I recently tuned in to a debate on BBC Radio Norwich. It was about immigration, something of a national obsession in Blighty, particularly now that the recession has really started to bite. Some of the comments were intelligent and thoughtful, others were plain stupid. It made me think. How is it that, in general, relatively rich people from the West who move abroad are described as ‘expats’ whereas relatively poorer people settling in the West are classed as ‘immigrants’? Perhaps this is because ‘immigrant’ is a dirty word these days, laced with nasty undertones of freeloading and coloured by thinly veiled racism. The threat of the UK or anywhere else being swamped with lazy foreign devils sponging off the state and plotting a new world order is a tad exaggerated in my experience. Where would the National Health Service be without imported labour? It’s also worth bearing in mind that the United Nations of young people who greet the commuting worker bees of London at the Pret a Manger* counter each morning are there because they’re eager, committed and willing – not a scrounger among them. This is an attitude that some British youths would do well to emulate.

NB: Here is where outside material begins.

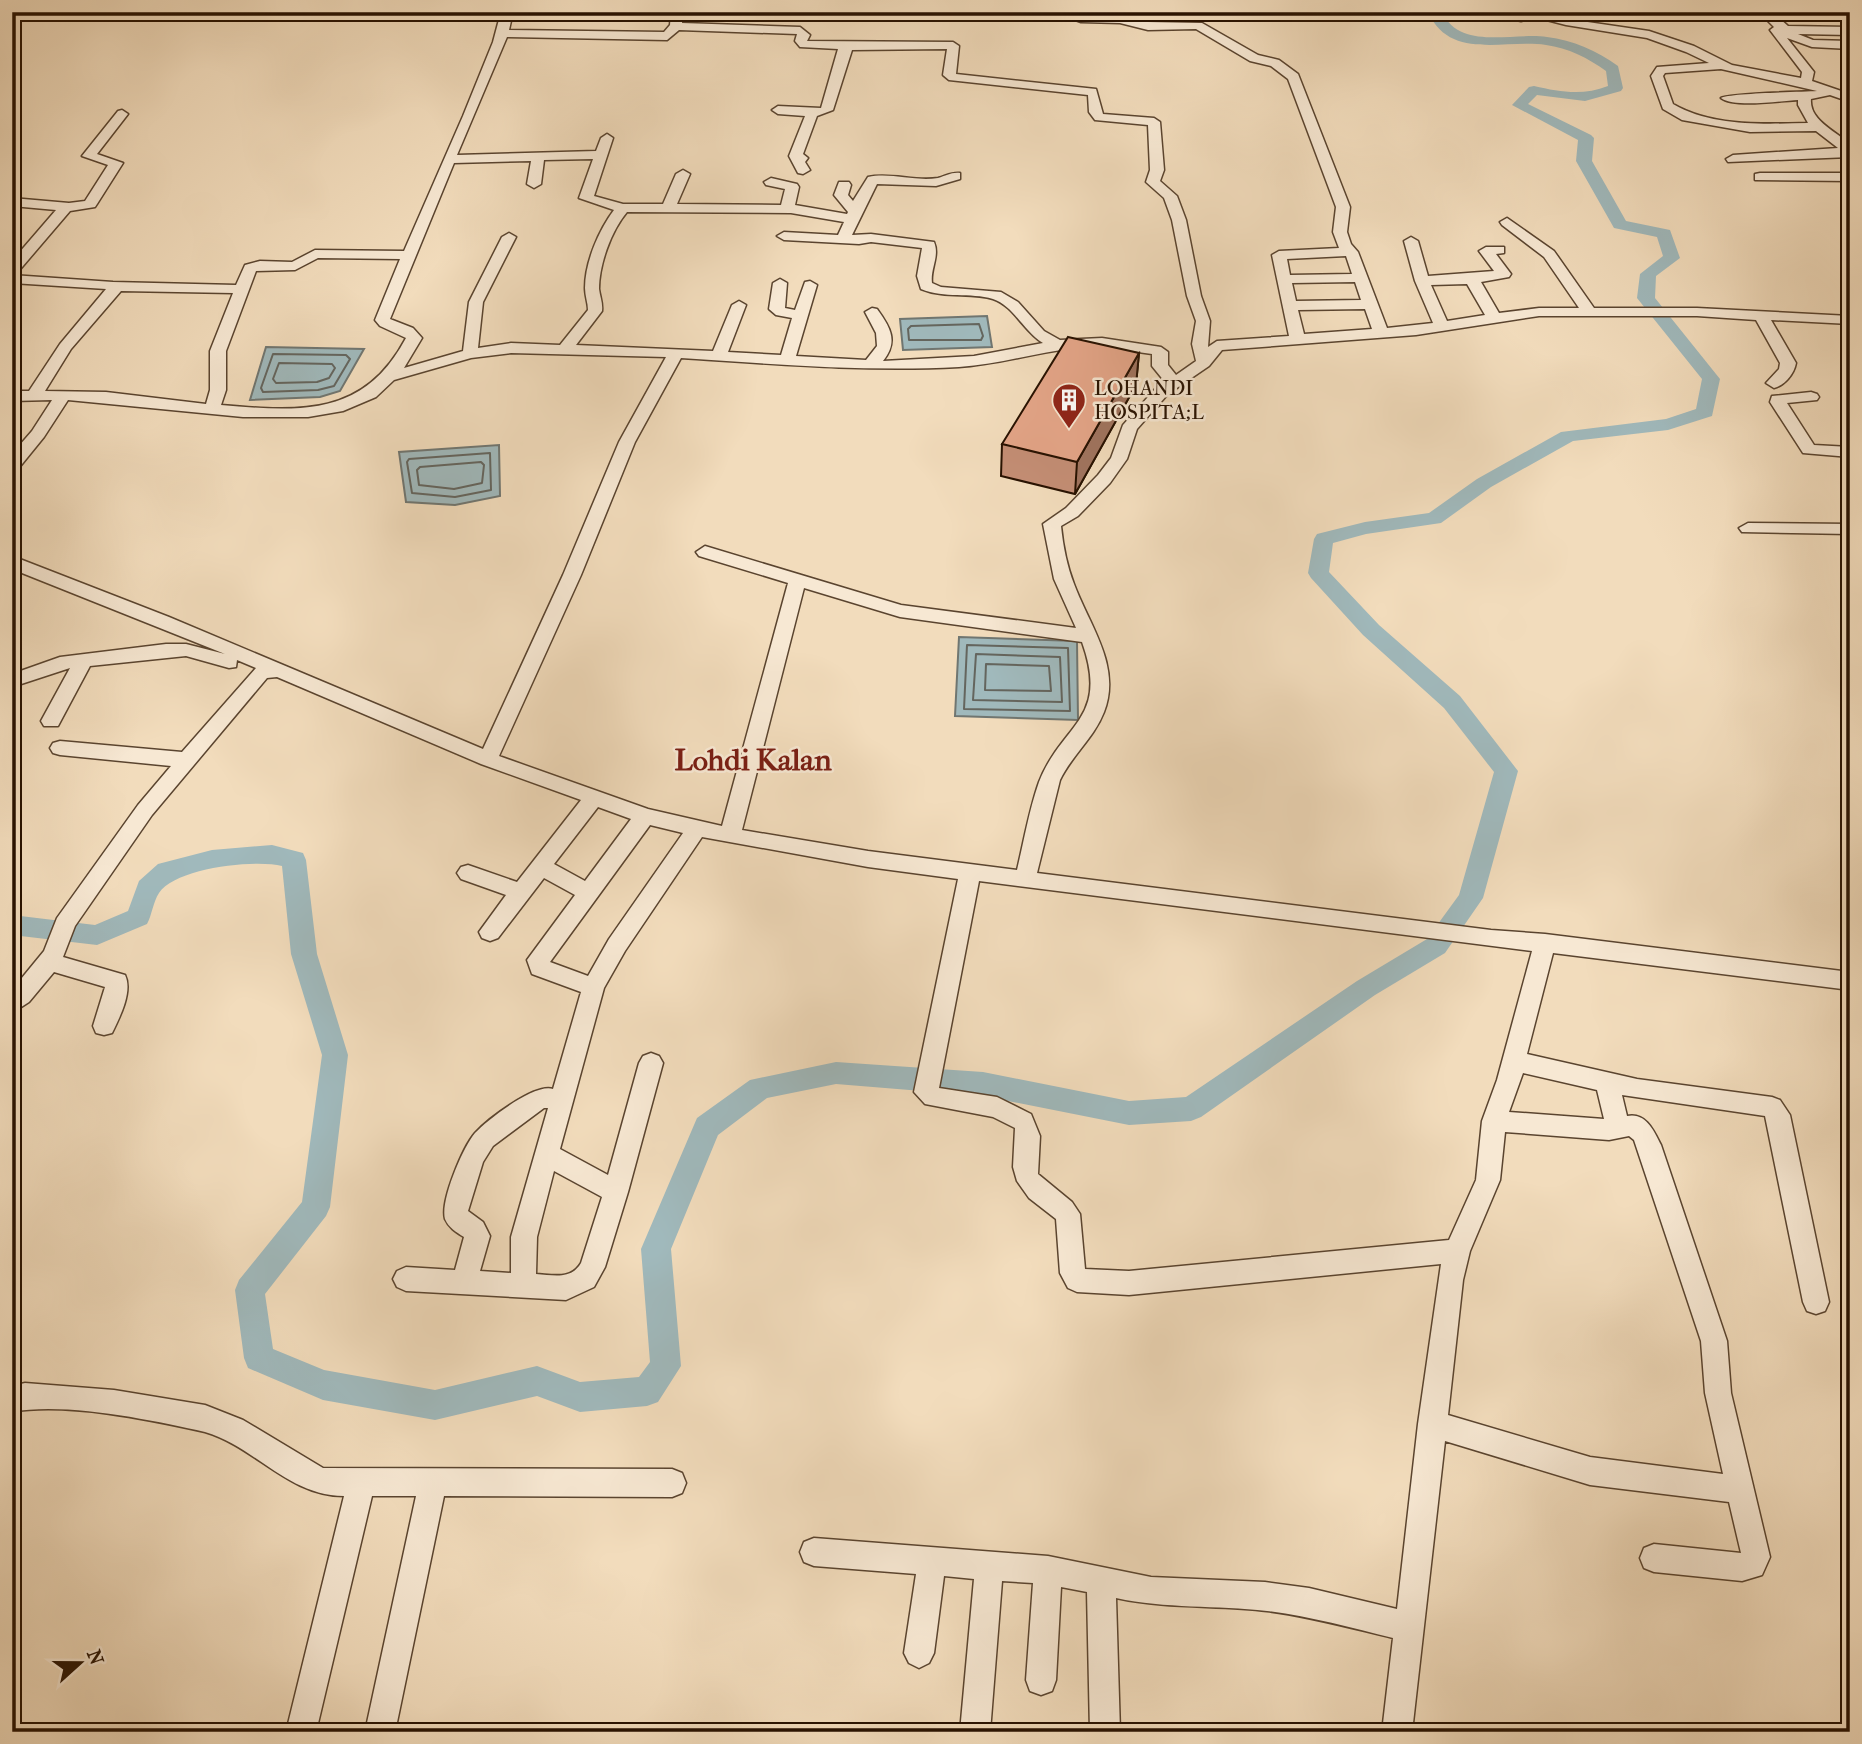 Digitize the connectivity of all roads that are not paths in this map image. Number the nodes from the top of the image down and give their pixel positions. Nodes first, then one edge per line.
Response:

The smug, self-congratulatory term ‘expat’ does have more than a hint of the British Raj about it (or any colonial raj come to that) – people who move away for a sea-view room or a tax-free dream job but who maintain their cultural and language separateness in various expat ghettos across the globe. The word also suggests a sense of impermanence. Interestingly though, many foreign nationals I know in Turkey have no intention of moving back to their home countries. Some have even acquired Turkish citizenship (though I suspect few have relinquished their original passports. It pays to have a plan B, just in case). If expat life is transitory does this mean that immigration is permanent? This doesn’t explain the huge influx of Poles who moved to Britain in the 90’s looking for work, most of whom have since moved back to Poland because the work dried up. They were called immigrants (and less savoury words were used by some). Clearly, most of them had no wish to stay longer than necessary. Perhaps it really is all to do with the filthy lucre.It’s certainly true that expats tend to be more financially self-sufficient than those who move in search of a better economic life, but nothing is that simple. In Turkey, plunging interest rates in recent years have presented quite a fiscal challenge to those trying to maintain a hedonistic lifestyle on dwindling assets. I wonder how many will survive? In the end, some may have to head home anyway, kicking and screaming. Expat? Immigrant? You say tomayto, I say tomarto.
*Pret is very successful British coffee and sandwich chain. I recommend their breakfast baguette – delish!